> _ASSIGNMENT_: Across the entries that follow, count the lines with the string "main" and reply with that count alone.

> _DATA EXTRACTS_:
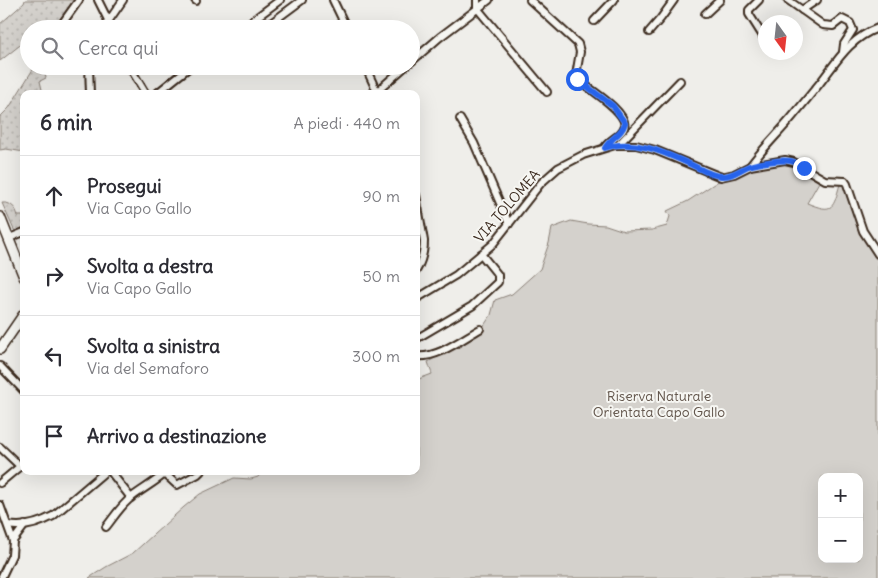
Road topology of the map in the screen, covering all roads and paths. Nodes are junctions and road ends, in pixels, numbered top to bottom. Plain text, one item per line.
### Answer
1 (79, 0) edge
2 (98, 0) edge
3 (123, 0) edge
4 (280, 0) edge
5 (302, 0) edge
6 (333, 0) edge
7 (477, 0) edge
8 (489, 0) edge
9 (530, 0) edge
10 (614, 0) edge
11 (674, 0) edge
12 (720, 0) edge
13 (759, 0) edge
14 (788, 0) edge
15 (817, 0) edge
16 (477, 8) junction
17 (802, 10) junction
18 (705, 14) dead end
19 (65, 20) edge
20 (109, 20) joint
21 (253, 20) edge
22 (275, 20) edge
23 (343, 20) edge
24 (594, 21) dead end
25 (758, 28) edge
26 (878, 28) edge
27 (648, 32) dead end
28 (866, 34) junction
29 (878, 34) edge
30 (843, 52) junction
31 (420, 54) edge
32 (89, 75) edge
33 (134, 75) edge
34 (180, 75) edge
35 (369, 75) edge
36 (396, 75) edge
37 (680, 82) dead end
38 (90, 90) edge
39 (144, 90) edge
40 (161, 90) edge
41 (375, 90) edge
42 (379, 90) edge
43 (547, 92) dead end
44 (460, 119) dead end
45 (619, 144) junction
46 (605, 148) junction
47 (750, 166) junction
48 (0, 217) edge
49 (420, 218) edge
50 (509, 224) junction
51 (20, 234) edge
52 (8, 236) junction
53 (481, 254) junction
54 (878, 254) edge
55 (420, 264) edge
56 (20, 267) edge
57 (420, 297) edge
58 (20, 320) edge
59 (480, 329) dead end
60 (420, 337) edge
61 (0, 349) edge
62 (420, 357) edge
63 (0, 366) edge
64 (20, 387) edge
65 (0, 447) edge
66 (20, 463) edge
67 (20, 467) edge
68 (103, 475) edge
69 (111, 475) edge
70 (163, 475) edge
71 (168, 475) edge
72 (196, 475) edge
73 (0, 483) edge
74 (131, 498) junction
75 (0, 505) edge
76 (8, 524) junction
77 (25, 526) junction
78 (106, 526) dead end
79 (13, 541) junction
80 (2, 576) dead end

1 - 19 street
2 - 20 street
3 - 20 street
4 - 21 street
5 - 22 street
6 - 23 street
7 - 16 street
8 - 16 street
9 - 46 street
10 - 24 street
11 - 27 street
12 - 18 street
13 - 25 street
14 - 17 street
15 - 17 street
16 - 31 street
16 - 43 street
17 - 30 street
26 - 28 street
28 - 29 street
28 - 30 street
30 - 47 street
32 - 38 street
33 - 39 street
34 - 40 street
35 - 41 street
36 - 42 street
37 - 45 street
44 - 50 street
45 - 46 street, VIA TOLOMEA
45 - 47 street
46 - 50 street, VIA TOLOMEA
47 - 54 street
48 - 52 main road
49 - 55 street
50 - 53 street, VIA TOLOMEA
51 - 52 street
52 - 56 main road
53 - 57 street, VIA TOLOMEA
53 - 60 street, VIA TOLOMEA
58 - 61 main road
59 - 62 street
63 - 64 street
65 - 66 street
67 - 73 street
68 - 77 street
69 - 74 street
70 - 74 street
71 - 72 street
74 - 78 street
75 - 76 street
76 - 77 street
76 - 79 street
77 - 79 street
79 - 80 street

> _YOUR SOLUTION_: 3